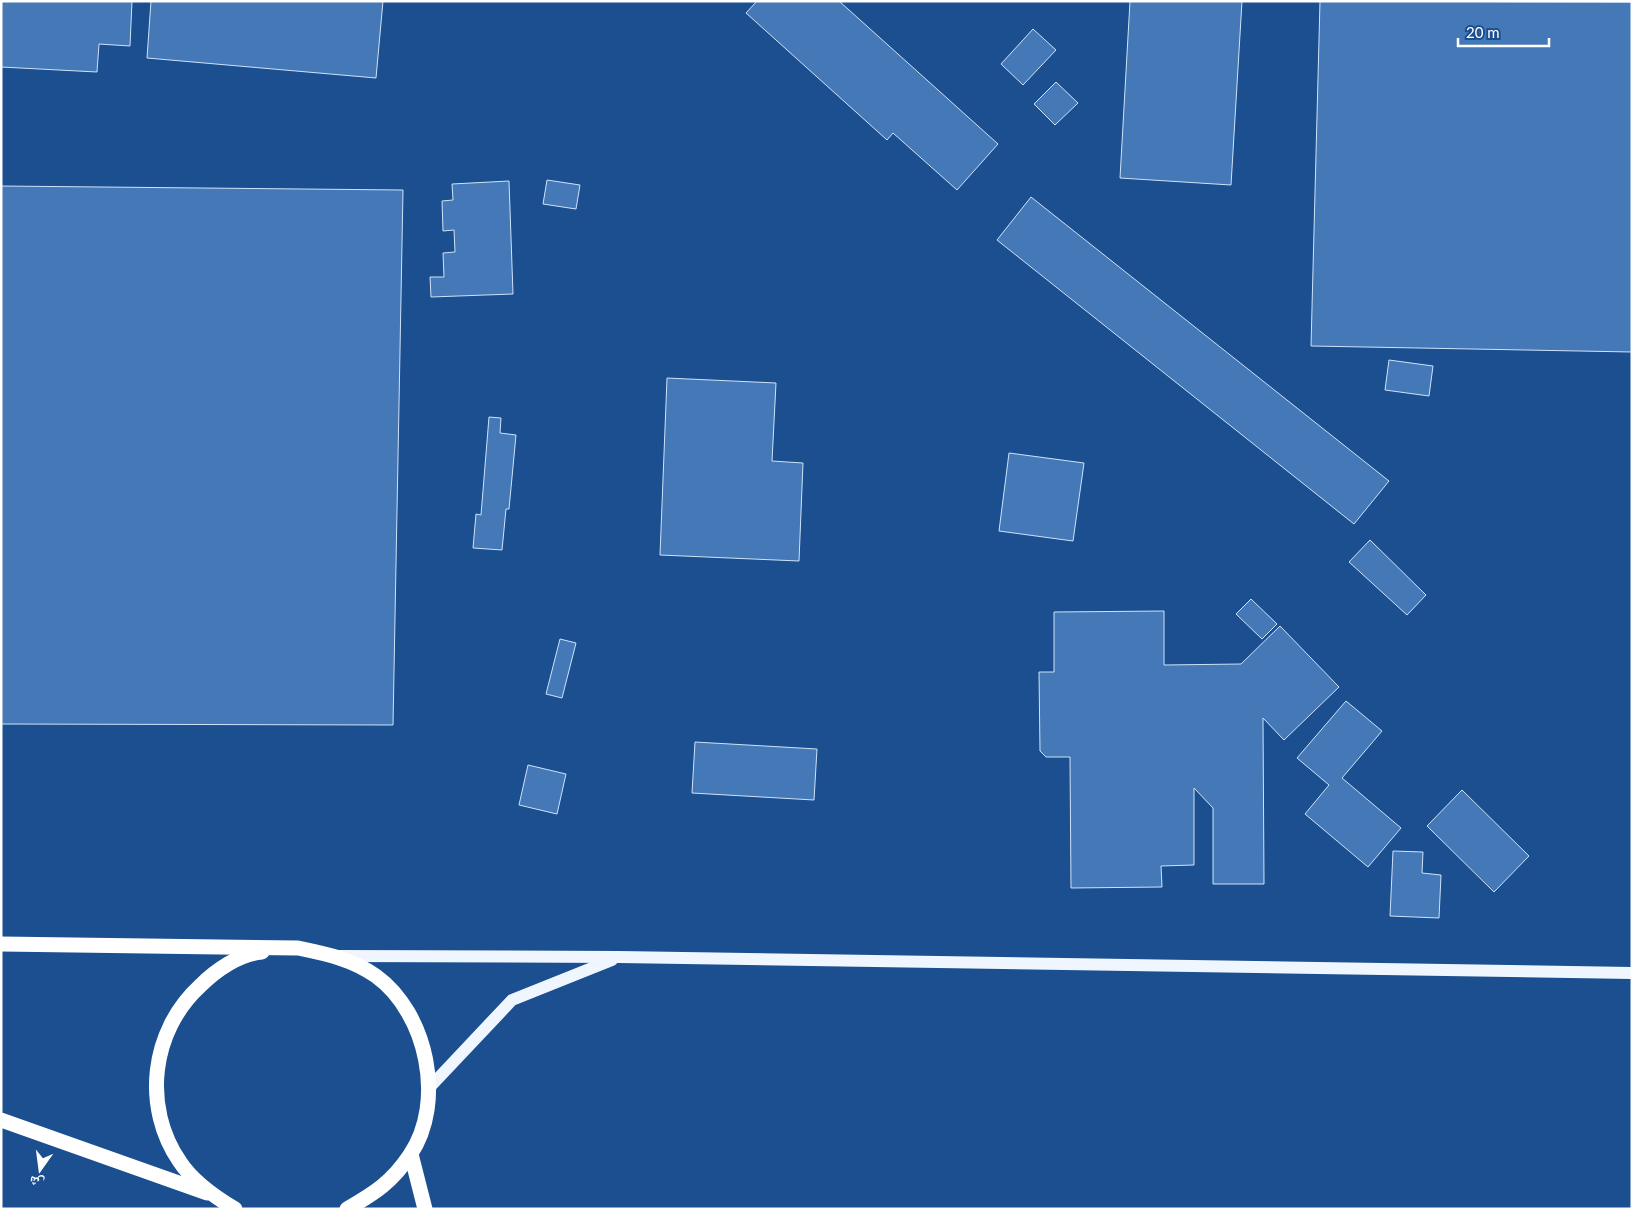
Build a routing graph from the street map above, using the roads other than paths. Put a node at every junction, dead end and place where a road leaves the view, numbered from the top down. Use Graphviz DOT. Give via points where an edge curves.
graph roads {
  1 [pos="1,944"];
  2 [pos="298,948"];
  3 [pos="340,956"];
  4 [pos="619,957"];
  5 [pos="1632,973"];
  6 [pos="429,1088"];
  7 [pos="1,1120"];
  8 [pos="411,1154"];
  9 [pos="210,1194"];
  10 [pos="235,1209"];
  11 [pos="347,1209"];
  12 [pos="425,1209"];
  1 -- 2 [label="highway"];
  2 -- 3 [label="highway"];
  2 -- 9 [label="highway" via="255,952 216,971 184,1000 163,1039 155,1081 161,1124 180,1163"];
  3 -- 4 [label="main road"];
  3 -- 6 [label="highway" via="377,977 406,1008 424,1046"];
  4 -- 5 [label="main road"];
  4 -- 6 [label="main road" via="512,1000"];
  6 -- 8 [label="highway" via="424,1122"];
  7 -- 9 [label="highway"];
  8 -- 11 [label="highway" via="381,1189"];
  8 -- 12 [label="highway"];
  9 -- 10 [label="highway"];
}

Task description:
Set down the lines of the records above exactly, apart from the pictures.

Output of the exercise:
Build a routing graph from the street map above, using the roads other than paths. Put a node at every junction, dead end and place where a road leaves the view, numbered from the top down. Use Graphviz DOT. Give via points where an edge curves.
graph roads {
  1 [pos="1,944"];
  2 [pos="298,948"];
  3 [pos="340,956"];
  4 [pos="619,957"];
  5 [pos="1632,973"];
  6 [pos="429,1088"];
  7 [pos="1,1120"];
  8 [pos="411,1154"];
  9 [pos="210,1194"];
  10 [pos="235,1209"];
  11 [pos="347,1209"];
  12 [pos="425,1209"];
  1 -- 2 [label="highway"];
  2 -- 3 [label="highway"];
  2 -- 9 [label="highway" via="255,952 216,971 184,1000 163,1039 155,1081 161,1124 180,1163"];
  3 -- 4 [label="main road"];
  3 -- 6 [label="highway" via="377,977 406,1008 424,1046"];
  4 -- 5 [label="main road"];
  4 -- 6 [label="main road" via="512,1000"];
  6 -- 8 [label="highway" via="424,1122"];
  7 -- 9 [label="highway"];
  8 -- 11 [label="highway" via="381,1189"];
  8 -- 12 [label="highway"];
  9 -- 10 [label="highway"];
}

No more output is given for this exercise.